> **WORK REQUIRED**
If a record below holds a picture, drop the picture and restate everything else word for word.

= = =

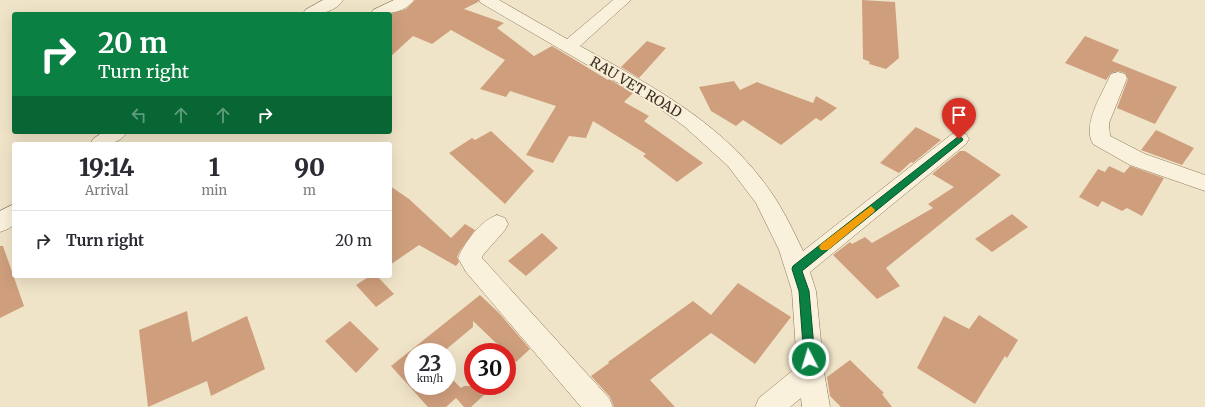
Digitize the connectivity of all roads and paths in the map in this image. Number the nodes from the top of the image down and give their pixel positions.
1 (335, 0) edge
2 (406, 0) edge
3 (487, 0) edge
4 (623, 0) edge
5 (314, 12) edge
6 (383, 12) edge
7 (568, 47) junction
8 (1118, 78) dead end
9 (114, 134) edge
10 (959, 139) dead end
11 (103, 142) edge
12 (1205, 183) edge
13 (12, 214) edge
14 (0, 223) edge
15 (497, 224) dead end
16 (797, 269) junction
17 (811, 372) junction
18 (599, 407) edge
19 (769, 407) edge
20 (816, 407) edge

1 - 5 street
2 - 6 street
3 - 7 street, RAU VET ROAD
4 - 7 street
7 - 16 street, RAU VET ROAD
8 - 12 street
9 - 11 street
10 - 16 street
13 - 14 street
15 - 18 street
16 - 17 street, RAU VET ROAD
17 - 19 street
17 - 20 street, RAU VET ROAD

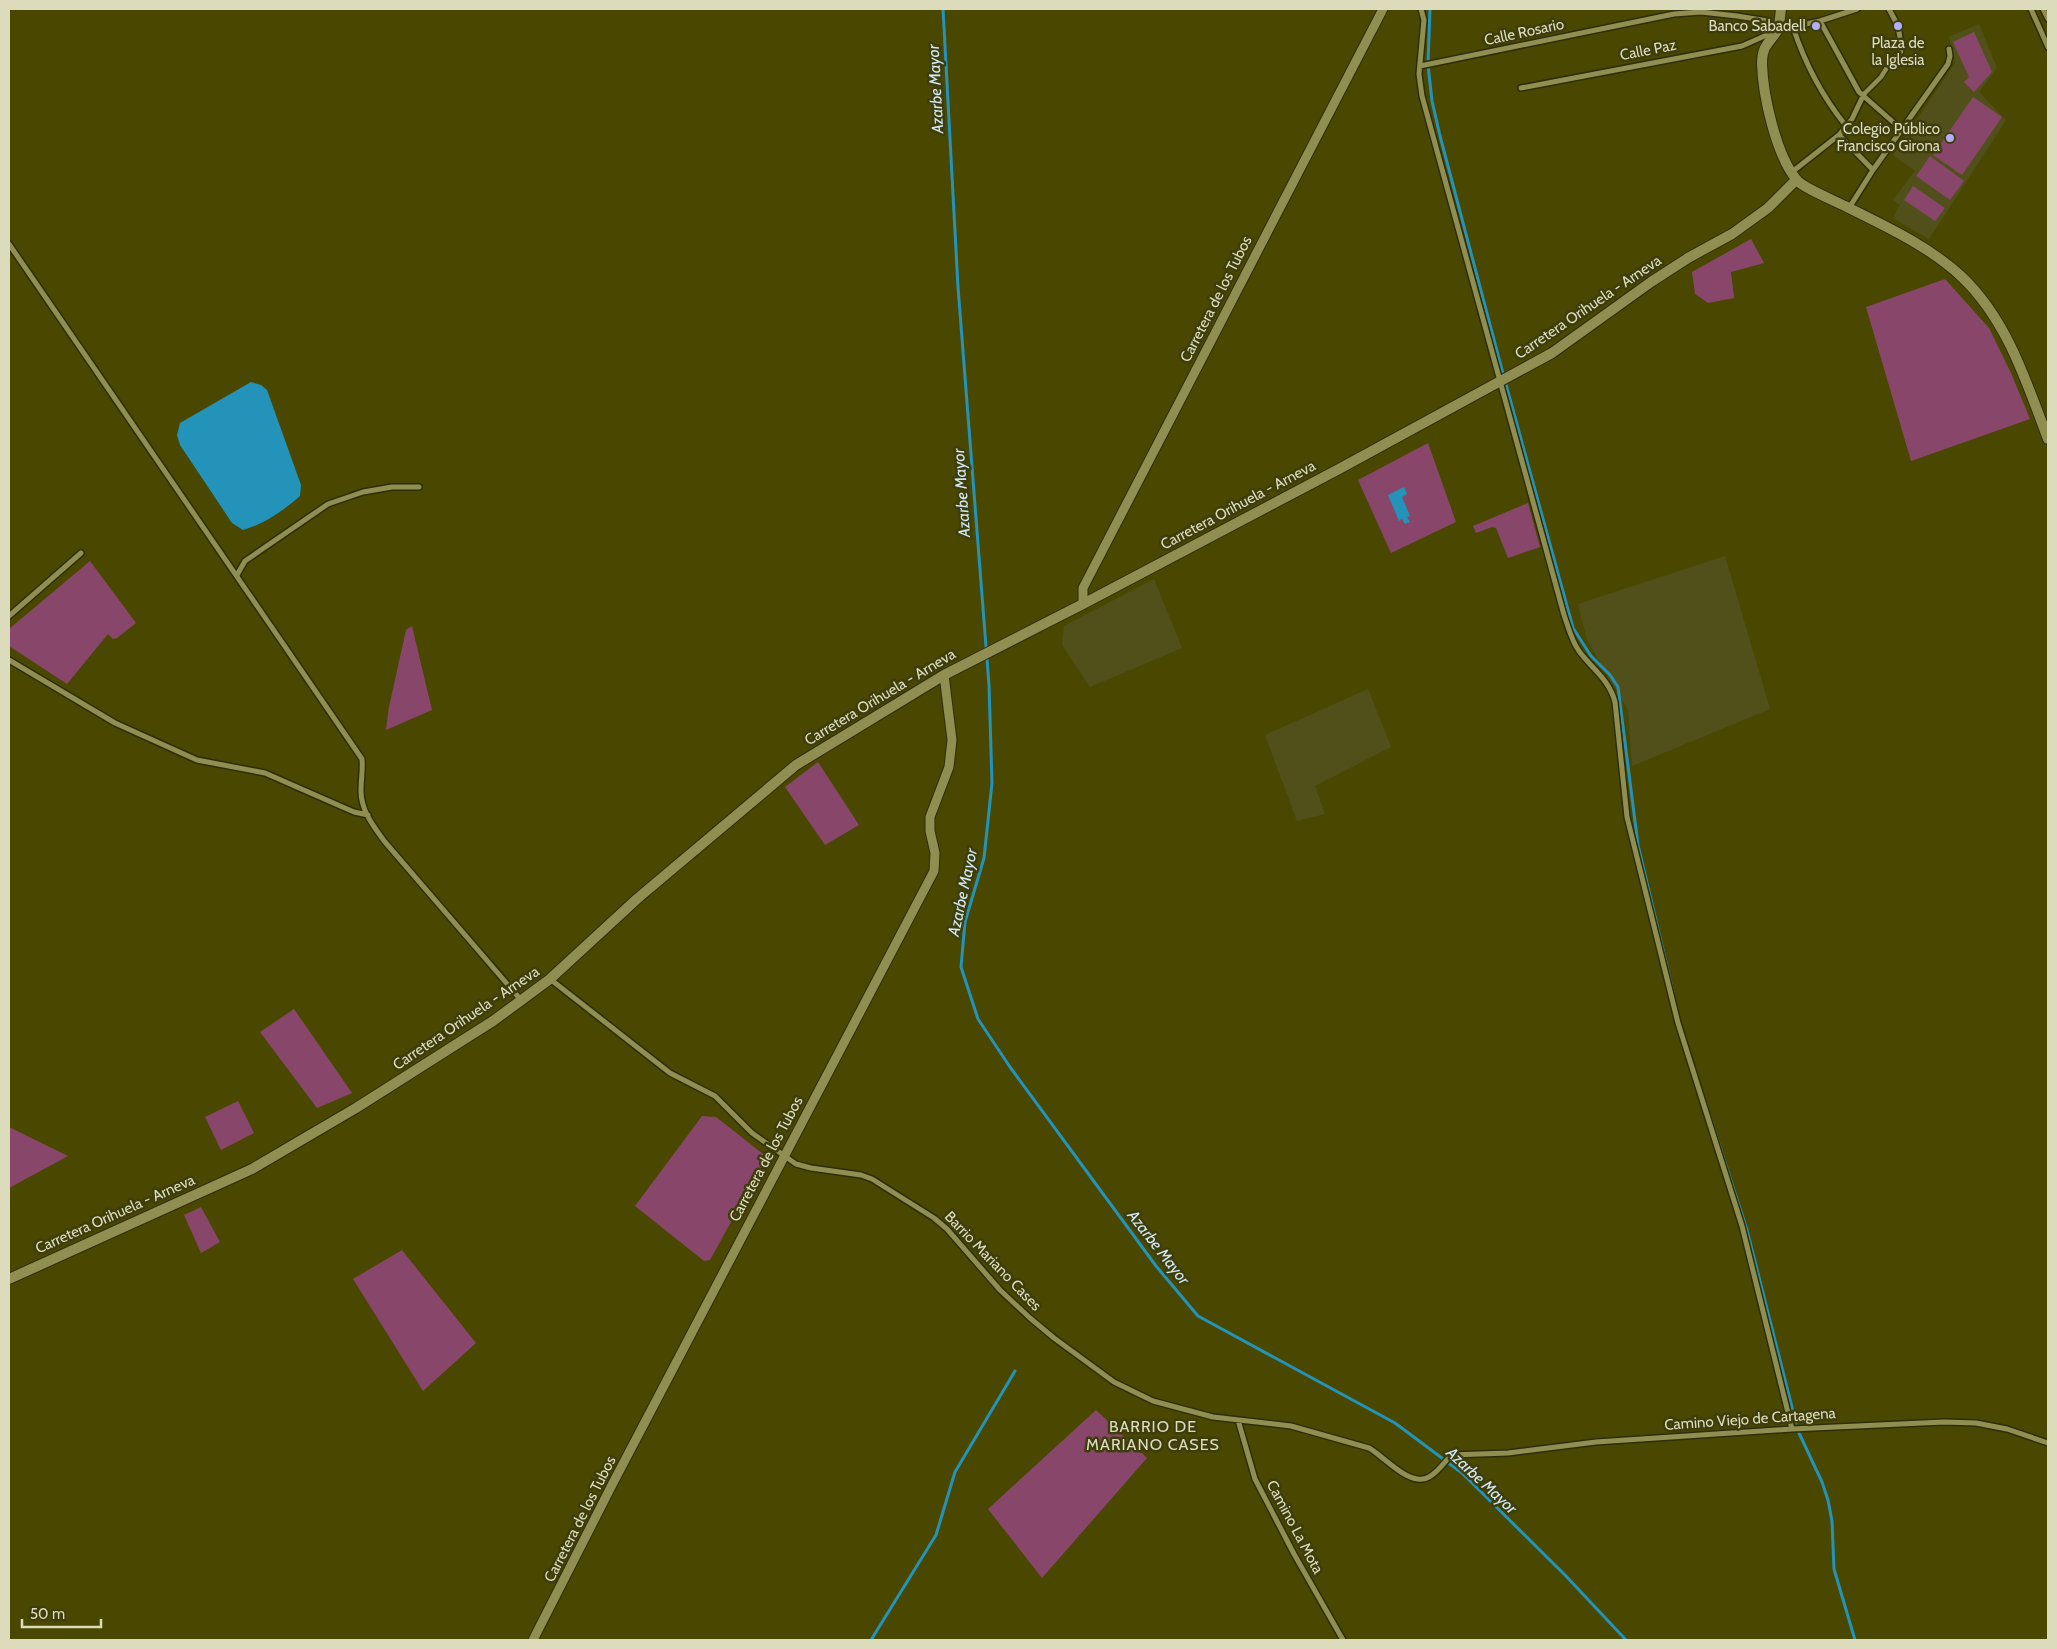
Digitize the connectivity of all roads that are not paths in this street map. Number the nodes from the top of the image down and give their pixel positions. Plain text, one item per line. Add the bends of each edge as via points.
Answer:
1 (1383, 9) edge
2 (1421, 9) edge
3 (1781, 9) edge
4 (1857, 9) edge
5 (1889, 9) edge
6 (2031, 9) edge
7 (2043, 9) edge
8 (1850, 10) edge
9 (1674, 11) edge
10 (2048, 19) edge
11 (1820, 21) junction
12 (1792, 27) junction
13 (1778, 30) junction
14 (1901, 44) joint
15 (2048, 47) edge
16 (1949, 49) dead end
17 (1420, 66) junction
18 (1521, 88) dead end
19 (1864, 94) junction
20 (1846, 126) junction
21 (1902, 130) junction
22 (1839, 135) junction
23 (1874, 170) junction
24 (1794, 176) junction
25 (1849, 208) junction
26 (9, 244) edge
27 (1503, 381) junction
28 (2048, 439) edge
29 (419, 487) dead end
30 (81, 553) dead end
31 (237, 575) junction
32 (1083, 604) junction
33 (9, 616) edge
34 (9, 660) edge
35 (944, 675) junction
36 (368, 816) junction
37 (550, 979) junction
38 (521, 1000) junction
39 (784, 1155) junction
40 (9, 1279) edge
41 (1238, 1420) junction
42 (1792, 1429) junction
43 (2048, 1443) edge
44 (1451, 1455) joint
45 (533, 1640) edge
46 (1343, 1640) edge

1 - 32 street, Carretera de los Tubos via 1083,588
2 - 17 street via 1424,20
3 - 13 main road
4 - 8 street, Calle Paz
5 - 14 street via 1898,26
6 - 15 street
7 - 10 street
8 - 11 street, Calle Paz
9 - 13 street, Calle Rosario via 1768,21
9 - 17 street, Calle Rosario
11 - 12 street, Calle Paz
11 - 19 street via 1859,92
12 - 13 street, Calle Paz
12 - 20 street via 1812,76
13 - 18 street, Calle Paz via 1742,46
13 - 24 main road via 1763,51 1762,64 1768,110 1777,143
14 - 19 street via 1901,52
16 - 21 street via 1948,64
17 - 27 street via 1422,96
19 - 20 street
19 - 21 street
20 - 22 street
21 - 23 street
22 - 23 street
22 - 24 street
23 - 25 street
24 - 25 main road
24 - 27 main road, Carretera Orihuela - Arneva via 1768,208 1732,234 1658,277 1552,353
25 - 28 main road via 1936,257 1980,296 2003,329
26 - 31 street
27 - 32 main road, Carretera Orihuela - Arneva
27 - 42 street via 1564,615 1578,650 1607,681 1616,702 1629,826 1678,1023 1742,1226
29 - 31 street via 363,492 328,504 245,561
30 - 33 street
31 - 36 street via 362,759 361,792
32 - 35 main road, Carretera Orihuela - Arneva
34 - 36 street via 115,723 197,760 264,773
35 - 37 main road, Carretera Orihuela - Arneva via 796,764 638,898
35 - 39 street, Carretera de los Tubos via 952,740 950,767 930,817 934,871
36 - 38 street via 385,842
37 - 38 main road, Carretera Orihuela - Arneva
37 - 39 street, Barrio Mariano Cases via 670,1073 715,1096 752,1133
38 - 40 main road, Carretera Orihuela - Arneva via 356,1108 252,1168
39 - 41 street, Barrio Mariano Cases via 796,1164 872,1179 921,1209 947,1230 1000,1290 1030,1318 1114,1382 1153,1401 1213,1417
39 - 45 street, Carretera de los Tubos
41 - 44 street, Barrio Mariano Cases via 1291,1426 1369,1448 1412,1479 1430,1477
41 - 46 street, Camino La Mota via 1254,1479
42 - 43 street, Camino Viejo de Cartagena via 1912,1422 1976,1423 2007,1428
42 - 44 street, Camino Viejo de Cartagena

= = =

> **WRITTEN REPLY**
Digitize the connectivity of all roads and paths in the map in this image. Number the nodes from the top of the image down and give their pixel positions.
1 (335, 0) edge
2 (406, 0) edge
3 (487, 0) edge
4 (623, 0) edge
5 (314, 12) edge
6 (383, 12) edge
7 (568, 47) junction
8 (1118, 78) dead end
9 (114, 134) edge
10 (959, 139) dead end
11 (103, 142) edge
12 (1205, 183) edge
13 (12, 214) edge
14 (0, 223) edge
15 (497, 224) dead end
16 (797, 269) junction
17 (811, 372) junction
18 (599, 407) edge
19 (769, 407) edge
20 (816, 407) edge

1 - 5 street
2 - 6 street
3 - 7 street, RAU VET ROAD
4 - 7 street
7 - 16 street, RAU VET ROAD
8 - 12 street
9 - 11 street
10 - 16 street
13 - 14 street
15 - 18 street
16 - 17 street, RAU VET ROAD
17 - 19 street
17 - 20 street, RAU VET ROAD

Digitize the connectivity of all roads that are not paths in this street map. Number the nodes from the top of the image down and give their pixel positions. Plain text, one item per line. Add the bends of each edge as via points.
Answer:
1 (1383, 9) edge
2 (1421, 9) edge
3 (1781, 9) edge
4 (1857, 9) edge
5 (1889, 9) edge
6 (2031, 9) edge
7 (2043, 9) edge
8 (1850, 10) edge
9 (1674, 11) edge
10 (2048, 19) edge
11 (1820, 21) junction
12 (1792, 27) junction
13 (1778, 30) junction
14 (1901, 44) joint
15 (2048, 47) edge
16 (1949, 49) dead end
17 (1420, 66) junction
18 (1521, 88) dead end
19 (1864, 94) junction
20 (1846, 126) junction
21 (1902, 130) junction
22 (1839, 135) junction
23 (1874, 170) junction
24 (1794, 176) junction
25 (1849, 208) junction
26 (9, 244) edge
27 (1503, 381) junction
28 (2048, 439) edge
29 (419, 487) dead end
30 (81, 553) dead end
31 (237, 575) junction
32 (1083, 604) junction
33 (9, 616) edge
34 (9, 660) edge
35 (944, 675) junction
36 (368, 816) junction
37 (550, 979) junction
38 (521, 1000) junction
39 (784, 1155) junction
40 (9, 1279) edge
41 (1238, 1420) junction
42 (1792, 1429) junction
43 (2048, 1443) edge
44 (1451, 1455) joint
45 (533, 1640) edge
46 (1343, 1640) edge

1 - 32 street, Carretera de los Tubos via 1083,588
2 - 17 street via 1424,20
3 - 13 main road
4 - 8 street, Calle Paz
5 - 14 street via 1898,26
6 - 15 street
7 - 10 street
8 - 11 street, Calle Paz
9 - 13 street, Calle Rosario via 1768,21
9 - 17 street, Calle Rosario
11 - 12 street, Calle Paz
11 - 19 street via 1859,92
12 - 13 street, Calle Paz
12 - 20 street via 1812,76
13 - 18 street, Calle Paz via 1742,46
13 - 24 main road via 1763,51 1762,64 1768,110 1777,143
14 - 19 street via 1901,52
16 - 21 street via 1948,64
17 - 27 street via 1422,96
19 - 20 street
19 - 21 street
20 - 22 street
21 - 23 street
22 - 23 street
22 - 24 street
23 - 25 street
24 - 25 main road
24 - 27 main road, Carretera Orihuela - Arneva via 1768,208 1732,234 1658,277 1552,353
25 - 28 main road via 1936,257 1980,296 2003,329
26 - 31 street
27 - 32 main road, Carretera Orihuela - Arneva
27 - 42 street via 1564,615 1578,650 1607,681 1616,702 1629,826 1678,1023 1742,1226
29 - 31 street via 363,492 328,504 245,561
30 - 33 street
31 - 36 street via 362,759 361,792
32 - 35 main road, Carretera Orihuela - Arneva
34 - 36 street via 115,723 197,760 264,773
35 - 37 main road, Carretera Orihuela - Arneva via 796,764 638,898
35 - 39 street, Carretera de los Tubos via 952,740 950,767 930,817 934,871
36 - 38 street via 385,842
37 - 38 main road, Carretera Orihuela - Arneva
37 - 39 street, Barrio Mariano Cases via 670,1073 715,1096 752,1133
38 - 40 main road, Carretera Orihuela - Arneva via 356,1108 252,1168
39 - 41 street, Barrio Mariano Cases via 796,1164 872,1179 921,1209 947,1230 1000,1290 1030,1318 1114,1382 1153,1401 1213,1417
39 - 45 street, Carretera de los Tubos
41 - 44 street, Barrio Mariano Cases via 1291,1426 1369,1448 1412,1479 1430,1477
41 - 46 street, Camino La Mota via 1254,1479
42 - 43 street, Camino Viejo de Cartagena via 1912,1422 1976,1423 2007,1428
42 - 44 street, Camino Viejo de Cartagena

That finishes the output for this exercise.